The first few months of a baby’s life come with a flurry of challenges on a still-developing brain. Sights, sounds, smells and touches as well as other emotional experiences flood in, waiting to be processed and filed away as the foundation for everything from language to emotions and how to socialize with others. What happens if things are not finding their right place in the brain during these critical months? Some research suggests it results in developmental delays later on—and that’s just what neuroscientist April Benasich and her colleagues from Rutgers University found in a new study, published in the Journal of Neuroscience.
Previous studies done by both Benasich and others show that the brains of children who learn to speak later or who develop reading disorders like dyslexia showed differences in detecting small differences in speech, such as the difference between da and ba, when they were infants. Other research has come to similar conclusions.
Genetic factors certainly play a role, but up to 10% of the babies Benasich has studied had no family history of developmental problems, yet still showed language trouble when they started talking. That’s why she turned to studying the brain maps of healthy babies before they learned to speak. These routes show how infants detect and respond to sounds in their environment—from words spoken to them to the humming of a dishwasher. In these early months, their brains are primed to sort out this cacophony of auditory stimuli and start making more refined distinctions between them. Doing so requires distinguishing between tiny differences, both in the sounds themselves as well as in frequencies. “Babies do this naturally; this is their job, since they want to be able to pick sounds out quickly and figure out whether they need to pay attention to them,” says Benasich.
For the babies in this study, she adorned them with skull caps studded with electronic sensors that would draw a map of their EEGs as they were presented with different, non-linguistic tones. Some of the babies were played sounds that changed ever so slightly, such as in their tone or frequency, and whenever there was a change, a small video in the corner of a screen they were looking at popped up. The babies naturally turned to watch the video, so the scientists used these eye turns as a signal that the babies had heard and recognized the transition in sounds, and were expecting to see the video. Another group of babies were played the same sounds but without the video training, and a control group didn’t hear the sounds at all.
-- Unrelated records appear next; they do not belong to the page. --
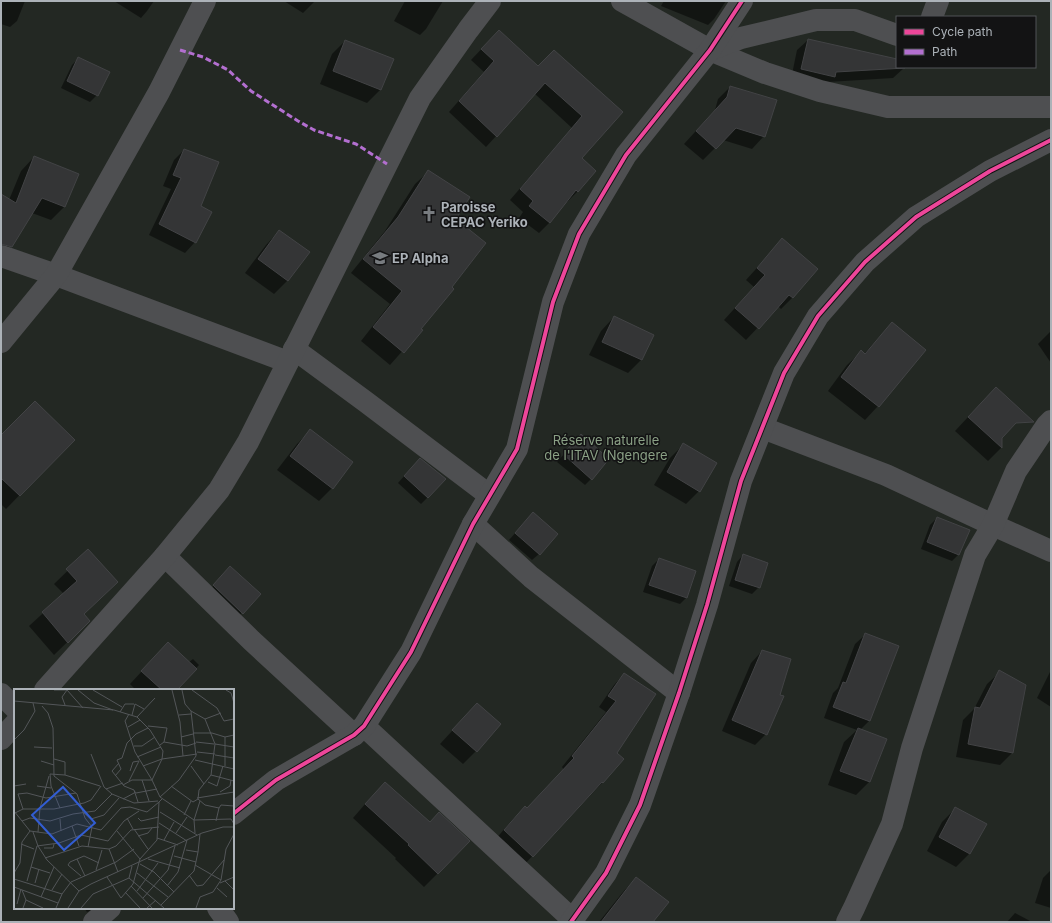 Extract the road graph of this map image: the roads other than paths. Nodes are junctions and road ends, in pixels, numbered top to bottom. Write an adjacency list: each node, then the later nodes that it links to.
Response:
1 (205, 1): 12 (street)
2 (490, 1): 14 (street)
3 (622, 1): 8 (street)
4 (742, 1): 8 (street)
5 (938, 1): 6 (street)
6 (932, 16)
7 (896, 35): 8 (street)
8 (710, 50): 9 (street); 17 (street)
9 (1051, 107)
10 (1051, 140): 16 (street)
11 (1, 256): 12 (street)
12 (56, 275): 13 (street); 14 (street)
13 (1, 342)
14 (291, 356): 17 (street); 21 (street)
15 (1051, 421): 19 (street)
16 (763, 428): 19 (street); 23 (street)
17 (489, 495): 18 (street)
18 (473, 524): 23 (street); 27 (street)
19 (993, 525): 20 (street); 35 (street)
20 (1051, 550)
21 (165, 556): 22 (street); 27 (street)
22 (47, 689)
23 (679, 693): 32 (street)
24 (1, 694): 25 (street)
25 (14, 707)
26 (14, 725): 28 (street)
27 (359, 730): 29 (street); 32 (street)
28 (1, 739)
29 (234, 813)
30 (109, 909): 33 (street)
31 (219, 909): 34 (street)
32 (572, 921)
33 (94, 922)
34 (228, 922)
35 (847, 922)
It wasn’t the sounds themselves that were important, but the changes in them that were key to priming the babies’ brains. Those who were trained to pay attention to the changes in the sounds, for example, showed more robust mapping of language sounds later on when they started to babble; by 18 months, these infants showed brain mapping patterns similar to those in two year olds. They were faster at discriminating different sounds, and quicker to pay attention to even tiny differences in inflection or frequency compared to babies who weren’t given the sounds. The babies who only listened to the sounds without the training fell somewhere between these two groups when it came to their language mapping networks.
Benasich says that the training lays the foundation in babies’ brains to become more efficient in processing language sounds, including very tiny variations among them. Their brains are setting up different neural routes for each sound, like a well-organized airport with separate runways designated for northbound and southbound flights. Other babies were less adept at this, essentially routing every sound through the same neural network, akin to sending every plane off the same runway, leading to delays as some have to bank and redirect in the opposite direction. In similar ways, says Benasich, in language, this cruder processing of sounds could result in delays in reading or speaking or language acquisition, and toddlers end up having to “manually” process the sounds in a more tedious and less automatic process. “Instead of automatically discriminating sounds without pausing, they have to stop and think and what that sound might be, and that leads them to hesitate a little,” she says. “That small hesitation makes a huge difference in how well they learn and process language.”
The training, she says, was minimal – the babies’ parents brought them in for six to eight minute sessions once a week for about six weeks. Yet she was “surprised by how robust the effects are for the babies.”
The study involved healthy babies who did not have risk factors for language disorders, so the training only helped them to enhance their later language learning. But the team is currently studying a group of babies at higher risk of having language deficits, either because of genetic risk factors or by having siblings affected by such disorders. If these babies show different brain patterns compared to those not at risk, then it’s possible that EEG patterns in response to sounds could predict which infants are at risk of developing language problems even before they start to talk.
Benasich is also working on developing her test into a parent-friendly toy that parents can buy and use with their babies; if their babies are developing normally, then the training can only accelerate and enhance their language skills later on, while for those who are struggling, the training could help them to avoid learning disabilities when they start school. It’s not possible to screen every baby, but if parents and doctors are able to take advantage of such a tool, then she hopes that more language-based disorders might be avoided. “Babies naturally do this, but for those who are having trouble, we are guiding them to pay more attention to things that are important in their environment, such as language-based sounds,“ she says. “We think we could make a huge difference in the number of kids who end up with learning problems.”